**DIRECTIONS FOR THIS TASK:** For the entries below, work out how many lines include the string "fillRect", then write only that number.
-- DATA PROVIDED follows --
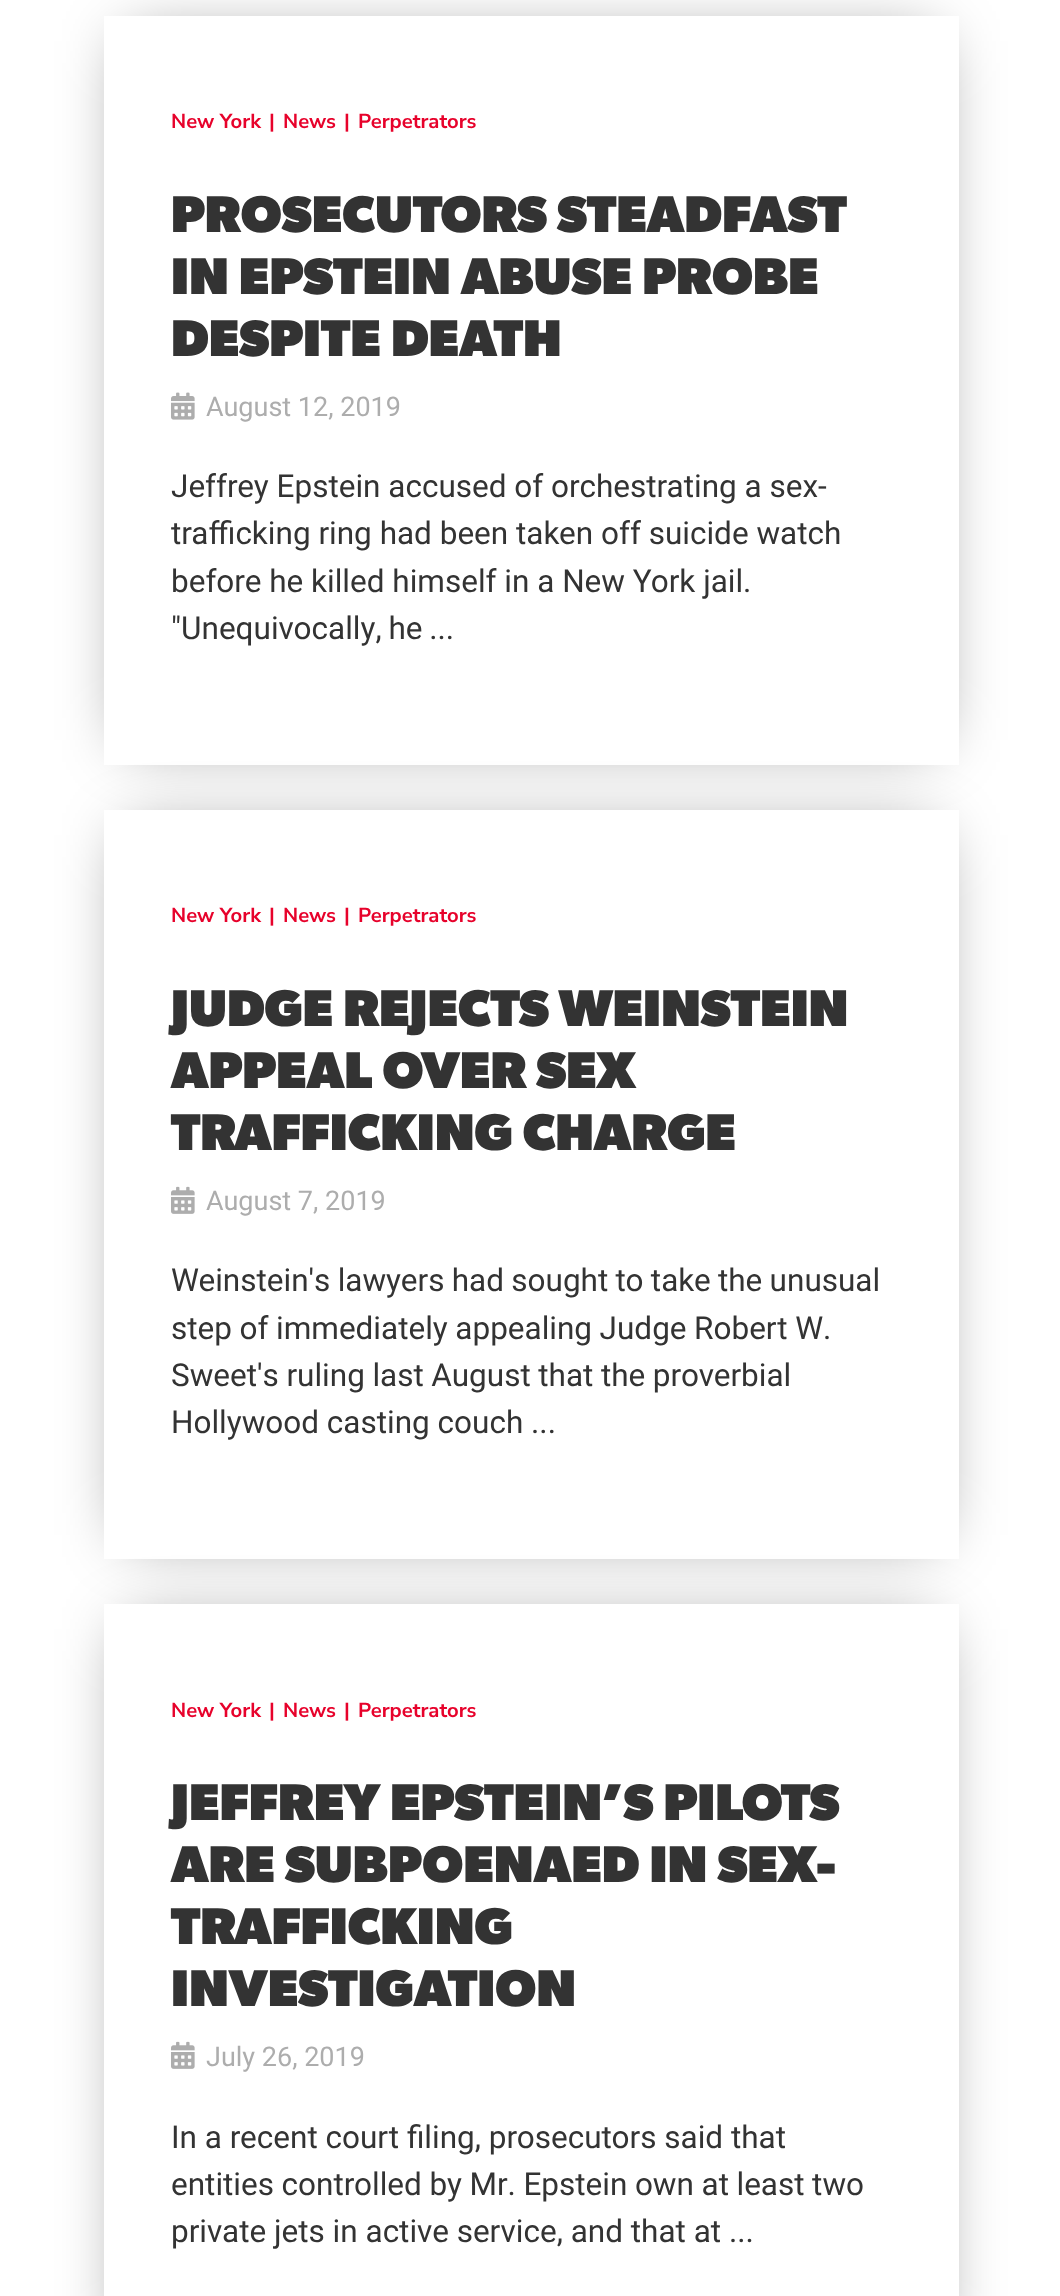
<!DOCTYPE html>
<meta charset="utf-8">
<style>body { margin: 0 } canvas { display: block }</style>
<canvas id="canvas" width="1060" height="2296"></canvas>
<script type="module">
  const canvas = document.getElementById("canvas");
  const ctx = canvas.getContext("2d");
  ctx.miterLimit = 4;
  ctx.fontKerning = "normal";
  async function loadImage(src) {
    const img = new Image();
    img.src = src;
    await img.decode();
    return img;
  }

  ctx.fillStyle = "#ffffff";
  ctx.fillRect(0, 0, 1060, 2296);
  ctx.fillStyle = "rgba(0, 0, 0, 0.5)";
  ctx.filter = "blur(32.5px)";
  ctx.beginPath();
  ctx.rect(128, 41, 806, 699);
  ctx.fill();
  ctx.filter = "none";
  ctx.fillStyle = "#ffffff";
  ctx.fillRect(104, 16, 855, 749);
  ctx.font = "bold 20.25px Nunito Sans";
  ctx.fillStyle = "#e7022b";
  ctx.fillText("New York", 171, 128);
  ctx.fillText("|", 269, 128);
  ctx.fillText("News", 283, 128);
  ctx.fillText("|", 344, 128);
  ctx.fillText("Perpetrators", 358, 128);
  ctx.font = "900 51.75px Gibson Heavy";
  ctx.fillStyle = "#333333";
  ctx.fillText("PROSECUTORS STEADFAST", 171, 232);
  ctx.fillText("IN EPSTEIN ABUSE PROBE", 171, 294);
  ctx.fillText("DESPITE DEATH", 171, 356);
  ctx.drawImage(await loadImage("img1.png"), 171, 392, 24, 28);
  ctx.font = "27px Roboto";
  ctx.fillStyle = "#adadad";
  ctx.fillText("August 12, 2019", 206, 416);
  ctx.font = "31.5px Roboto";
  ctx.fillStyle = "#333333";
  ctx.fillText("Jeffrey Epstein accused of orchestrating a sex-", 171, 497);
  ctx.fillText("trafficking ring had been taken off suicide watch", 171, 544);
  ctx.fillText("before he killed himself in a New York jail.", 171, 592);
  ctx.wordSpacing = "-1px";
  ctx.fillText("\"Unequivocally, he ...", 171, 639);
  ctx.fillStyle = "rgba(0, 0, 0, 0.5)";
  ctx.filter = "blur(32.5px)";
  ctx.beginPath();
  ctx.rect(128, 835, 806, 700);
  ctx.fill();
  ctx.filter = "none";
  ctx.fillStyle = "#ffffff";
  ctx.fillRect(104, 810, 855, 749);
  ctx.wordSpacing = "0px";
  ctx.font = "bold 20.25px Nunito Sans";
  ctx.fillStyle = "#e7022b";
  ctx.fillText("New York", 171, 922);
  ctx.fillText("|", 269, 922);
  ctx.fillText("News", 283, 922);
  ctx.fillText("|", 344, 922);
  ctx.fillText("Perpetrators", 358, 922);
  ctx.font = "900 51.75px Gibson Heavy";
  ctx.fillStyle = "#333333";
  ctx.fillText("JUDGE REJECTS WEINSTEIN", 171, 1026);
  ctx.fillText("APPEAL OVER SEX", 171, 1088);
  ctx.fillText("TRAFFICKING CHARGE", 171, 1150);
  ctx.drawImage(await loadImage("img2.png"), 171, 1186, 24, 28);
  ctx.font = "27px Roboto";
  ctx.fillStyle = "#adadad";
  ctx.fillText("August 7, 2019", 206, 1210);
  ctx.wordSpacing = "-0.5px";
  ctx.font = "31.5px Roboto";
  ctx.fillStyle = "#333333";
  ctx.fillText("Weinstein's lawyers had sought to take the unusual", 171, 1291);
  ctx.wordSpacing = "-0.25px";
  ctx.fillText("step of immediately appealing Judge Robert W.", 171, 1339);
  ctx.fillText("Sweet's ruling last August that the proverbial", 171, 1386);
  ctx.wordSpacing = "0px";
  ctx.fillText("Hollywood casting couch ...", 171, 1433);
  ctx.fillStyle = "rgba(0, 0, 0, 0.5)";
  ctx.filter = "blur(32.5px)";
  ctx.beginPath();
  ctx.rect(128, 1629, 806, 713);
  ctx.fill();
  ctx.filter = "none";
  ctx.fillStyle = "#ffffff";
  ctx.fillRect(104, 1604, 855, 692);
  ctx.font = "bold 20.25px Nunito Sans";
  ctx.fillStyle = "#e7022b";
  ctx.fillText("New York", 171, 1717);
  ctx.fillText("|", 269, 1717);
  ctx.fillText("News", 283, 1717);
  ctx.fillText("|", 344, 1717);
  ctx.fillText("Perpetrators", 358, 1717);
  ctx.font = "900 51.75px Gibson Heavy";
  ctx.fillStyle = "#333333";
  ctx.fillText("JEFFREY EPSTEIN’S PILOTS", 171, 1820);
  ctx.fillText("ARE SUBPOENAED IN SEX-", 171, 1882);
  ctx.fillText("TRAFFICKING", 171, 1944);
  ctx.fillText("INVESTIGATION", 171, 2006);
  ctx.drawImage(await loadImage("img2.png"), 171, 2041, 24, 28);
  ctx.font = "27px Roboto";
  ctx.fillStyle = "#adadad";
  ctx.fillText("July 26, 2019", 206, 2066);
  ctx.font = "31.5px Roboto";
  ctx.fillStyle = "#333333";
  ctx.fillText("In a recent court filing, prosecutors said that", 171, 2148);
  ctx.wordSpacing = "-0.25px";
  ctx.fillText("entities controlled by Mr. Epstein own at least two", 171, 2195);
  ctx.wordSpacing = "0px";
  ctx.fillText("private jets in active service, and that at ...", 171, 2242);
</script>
-- DATA PROVIDED concluded --
**OUTPUT FOR THIS EXERCISE:** 4